South African Voortrekker leader (1792–1852)

Andries Hendrik Potgieter, known as Hendrik Potgieter (19 December 1792 – 16 December 1852) was a Voortrekker leader. He served as the first head of state of Potchefstroom from 1840 and 1845 and also as the first head of state of Zoutpansberg from 1845 to 1852.

==Beyond the Orange River==
Potgieter and his party moved inland to the present Free State, where they signed a treaty with the leader of the Barolong, Moroka. The treaty stipulated that Potgieter would protect the Baralong against the Matabele raiders, in exchange for land. The tract of land was from the Vet River to the Vaal River.
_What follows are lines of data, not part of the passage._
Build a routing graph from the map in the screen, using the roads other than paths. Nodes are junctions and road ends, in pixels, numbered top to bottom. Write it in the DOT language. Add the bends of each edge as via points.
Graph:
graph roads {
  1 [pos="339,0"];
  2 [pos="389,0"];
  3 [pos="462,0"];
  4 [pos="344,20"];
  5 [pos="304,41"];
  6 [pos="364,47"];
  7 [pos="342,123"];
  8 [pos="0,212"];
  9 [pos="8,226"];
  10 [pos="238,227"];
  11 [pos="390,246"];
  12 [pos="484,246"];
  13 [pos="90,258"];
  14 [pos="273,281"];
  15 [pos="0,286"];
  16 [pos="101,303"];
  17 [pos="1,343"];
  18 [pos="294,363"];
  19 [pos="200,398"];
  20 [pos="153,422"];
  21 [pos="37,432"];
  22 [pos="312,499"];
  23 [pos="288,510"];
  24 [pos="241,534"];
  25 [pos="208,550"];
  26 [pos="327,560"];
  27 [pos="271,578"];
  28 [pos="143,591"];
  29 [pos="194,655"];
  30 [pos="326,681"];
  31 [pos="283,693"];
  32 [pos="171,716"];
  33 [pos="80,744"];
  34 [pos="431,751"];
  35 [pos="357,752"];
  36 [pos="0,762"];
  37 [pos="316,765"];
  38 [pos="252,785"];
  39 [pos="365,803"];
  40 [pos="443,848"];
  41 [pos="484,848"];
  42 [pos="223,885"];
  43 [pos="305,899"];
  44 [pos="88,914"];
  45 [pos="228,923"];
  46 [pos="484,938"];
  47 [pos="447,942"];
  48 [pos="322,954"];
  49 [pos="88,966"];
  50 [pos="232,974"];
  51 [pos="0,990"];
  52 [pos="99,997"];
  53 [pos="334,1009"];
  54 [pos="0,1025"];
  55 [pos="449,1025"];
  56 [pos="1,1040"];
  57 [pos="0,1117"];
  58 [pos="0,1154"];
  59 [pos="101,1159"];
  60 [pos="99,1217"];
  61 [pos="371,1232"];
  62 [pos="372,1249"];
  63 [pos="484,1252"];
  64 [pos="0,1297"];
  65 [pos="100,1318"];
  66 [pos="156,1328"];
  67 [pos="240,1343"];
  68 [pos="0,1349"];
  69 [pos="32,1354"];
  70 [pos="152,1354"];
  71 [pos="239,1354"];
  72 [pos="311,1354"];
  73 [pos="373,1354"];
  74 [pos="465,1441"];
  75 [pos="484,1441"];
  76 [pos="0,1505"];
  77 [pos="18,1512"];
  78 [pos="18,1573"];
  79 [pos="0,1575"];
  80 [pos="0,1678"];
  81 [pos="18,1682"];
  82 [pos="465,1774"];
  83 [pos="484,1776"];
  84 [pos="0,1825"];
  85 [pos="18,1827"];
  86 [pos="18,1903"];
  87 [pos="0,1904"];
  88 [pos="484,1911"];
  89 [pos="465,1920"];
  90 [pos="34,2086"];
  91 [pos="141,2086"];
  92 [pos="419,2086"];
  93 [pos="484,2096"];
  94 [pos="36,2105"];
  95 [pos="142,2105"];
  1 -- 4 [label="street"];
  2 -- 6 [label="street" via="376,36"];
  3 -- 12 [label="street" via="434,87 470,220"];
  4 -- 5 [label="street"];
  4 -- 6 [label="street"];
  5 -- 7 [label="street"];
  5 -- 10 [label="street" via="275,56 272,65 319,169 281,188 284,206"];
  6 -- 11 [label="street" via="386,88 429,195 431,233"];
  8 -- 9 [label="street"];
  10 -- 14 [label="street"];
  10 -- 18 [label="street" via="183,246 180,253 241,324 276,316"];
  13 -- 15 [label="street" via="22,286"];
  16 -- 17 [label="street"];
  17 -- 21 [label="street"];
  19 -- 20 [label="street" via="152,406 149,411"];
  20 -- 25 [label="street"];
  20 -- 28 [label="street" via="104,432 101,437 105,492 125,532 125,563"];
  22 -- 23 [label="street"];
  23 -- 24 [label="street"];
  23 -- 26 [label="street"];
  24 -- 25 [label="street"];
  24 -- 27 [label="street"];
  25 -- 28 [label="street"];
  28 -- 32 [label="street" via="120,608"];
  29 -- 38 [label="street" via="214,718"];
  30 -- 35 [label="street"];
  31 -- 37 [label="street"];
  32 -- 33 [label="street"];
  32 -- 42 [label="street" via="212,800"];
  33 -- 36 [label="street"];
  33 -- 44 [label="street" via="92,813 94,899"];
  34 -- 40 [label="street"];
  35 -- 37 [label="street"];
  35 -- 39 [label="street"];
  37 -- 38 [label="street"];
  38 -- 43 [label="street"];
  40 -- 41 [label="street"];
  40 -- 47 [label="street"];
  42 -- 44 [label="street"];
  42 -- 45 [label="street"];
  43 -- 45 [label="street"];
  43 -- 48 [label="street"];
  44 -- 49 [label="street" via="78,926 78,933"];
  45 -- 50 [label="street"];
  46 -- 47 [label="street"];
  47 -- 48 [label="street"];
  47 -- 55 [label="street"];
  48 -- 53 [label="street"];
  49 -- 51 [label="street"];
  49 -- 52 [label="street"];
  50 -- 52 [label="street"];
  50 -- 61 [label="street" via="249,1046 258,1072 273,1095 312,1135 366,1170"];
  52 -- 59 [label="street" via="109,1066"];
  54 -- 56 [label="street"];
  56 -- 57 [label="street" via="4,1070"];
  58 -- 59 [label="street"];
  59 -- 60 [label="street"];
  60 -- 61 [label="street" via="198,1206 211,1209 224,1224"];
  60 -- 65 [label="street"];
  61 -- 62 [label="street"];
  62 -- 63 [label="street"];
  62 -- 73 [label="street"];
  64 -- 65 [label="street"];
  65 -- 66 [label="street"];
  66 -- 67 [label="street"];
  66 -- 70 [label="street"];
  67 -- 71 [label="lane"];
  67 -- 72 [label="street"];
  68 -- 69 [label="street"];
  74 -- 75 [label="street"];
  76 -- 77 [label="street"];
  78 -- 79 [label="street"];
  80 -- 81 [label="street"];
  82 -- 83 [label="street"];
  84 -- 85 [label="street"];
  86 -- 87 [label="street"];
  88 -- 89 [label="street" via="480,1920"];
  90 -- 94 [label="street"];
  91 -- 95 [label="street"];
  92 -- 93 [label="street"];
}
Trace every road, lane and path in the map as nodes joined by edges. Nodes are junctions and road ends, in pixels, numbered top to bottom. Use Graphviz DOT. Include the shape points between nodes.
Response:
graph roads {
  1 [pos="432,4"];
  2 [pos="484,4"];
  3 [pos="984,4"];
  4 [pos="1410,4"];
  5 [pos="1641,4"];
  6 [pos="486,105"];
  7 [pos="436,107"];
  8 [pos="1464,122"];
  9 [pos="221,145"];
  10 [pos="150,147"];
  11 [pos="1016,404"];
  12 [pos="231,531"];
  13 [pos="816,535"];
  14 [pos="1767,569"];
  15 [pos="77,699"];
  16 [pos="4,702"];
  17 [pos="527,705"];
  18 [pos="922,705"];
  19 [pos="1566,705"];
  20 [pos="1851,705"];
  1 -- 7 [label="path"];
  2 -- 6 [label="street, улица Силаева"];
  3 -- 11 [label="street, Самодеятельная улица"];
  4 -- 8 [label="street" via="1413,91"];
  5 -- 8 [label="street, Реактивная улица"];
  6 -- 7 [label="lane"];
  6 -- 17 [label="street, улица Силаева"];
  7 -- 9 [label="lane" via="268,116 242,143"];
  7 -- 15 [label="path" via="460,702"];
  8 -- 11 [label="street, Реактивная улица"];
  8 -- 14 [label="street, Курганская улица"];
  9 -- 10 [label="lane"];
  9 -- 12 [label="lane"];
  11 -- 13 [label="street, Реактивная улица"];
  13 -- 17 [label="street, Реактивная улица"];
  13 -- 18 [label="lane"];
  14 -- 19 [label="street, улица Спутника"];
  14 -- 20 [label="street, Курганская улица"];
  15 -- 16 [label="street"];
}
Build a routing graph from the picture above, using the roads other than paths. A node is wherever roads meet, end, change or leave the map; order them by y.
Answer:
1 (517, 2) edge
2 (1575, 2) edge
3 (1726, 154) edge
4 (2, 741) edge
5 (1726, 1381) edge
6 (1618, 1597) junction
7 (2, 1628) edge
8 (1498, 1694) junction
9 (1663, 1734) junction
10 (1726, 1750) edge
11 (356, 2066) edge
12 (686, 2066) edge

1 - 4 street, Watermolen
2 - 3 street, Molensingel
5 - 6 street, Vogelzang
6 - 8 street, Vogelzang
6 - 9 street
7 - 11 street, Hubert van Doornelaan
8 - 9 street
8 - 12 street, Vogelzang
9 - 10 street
The Matabele leader, Mzilikazi, was threatened by the white incursion into what he saw as his sphere of influence, which led to the Matabele's attack on the Potgieter laager in October 1836, at Vegkop, near the present-day town of Heilbron. The attack was beaten off, but the Matabele made off with most of the trekker oxen, crucial draught animals for the wagons. The combined trek groups of Piet Retief and Gerrit Maritz came to Potgieter's rescue. Moroka also helped with oxen. His group joined up with Retief and Maritz at Thaba Nchu, where they formed a Voortrekker government and decided to move to Natal. Potgieter was not in favour of this plan and stayed behind in the Free State.

==Dingane campaign==
In 1838, after Piet Retief and his party were killed by Dingane, and other Voortrekker parties were attacked (Weenen massacre) at the Bloukrans and Bushman Rivers, Potgieter and another leader, Pieter Lafras Uys assembled a military force. To prevent schism and discord, the new Voortrekker leader in Natal, Maritz, diplomatically pronounced that both Uys and Potgieter were to be in command. However, a struggle between the hot-headed Uys and Potgieter ensued.

The divided force was lured into an ambush by the Zulus at Italeni, and both Uys and his son Dirkie, were killed. The surrounded and outnumbered force fled. Potgieter was criticised for his actions, and the force was called "Die Vlugkommado" or Flight Commando. He was further accused, unjustly, of causing the death of Uys by deliberately leading the force into the ambush. He left Natal for good soon afterwards and moved to the Transvaal.

==Transvaal settlements==
Potgieter subsequently went on to found Potchefstroom (named after him), by the banks of the Mooi River, and served as its first head of state of the Potchefstroom Republic between 1840 and 1845. Later, in 1845, he also founded Ohrigstad (originally named Andries-Ohrigstad after Potgieter himself and George Ohrig) as a trading station. Owing to a malaria outbreak, the town had to be abandoned. The inhabitants, including Potgieter, moved to the Soutpansberg area, where he founded the town Zoutpansbergdorp (which means 'Salt Pan Mountain Town'), later renamed Schoemansdal.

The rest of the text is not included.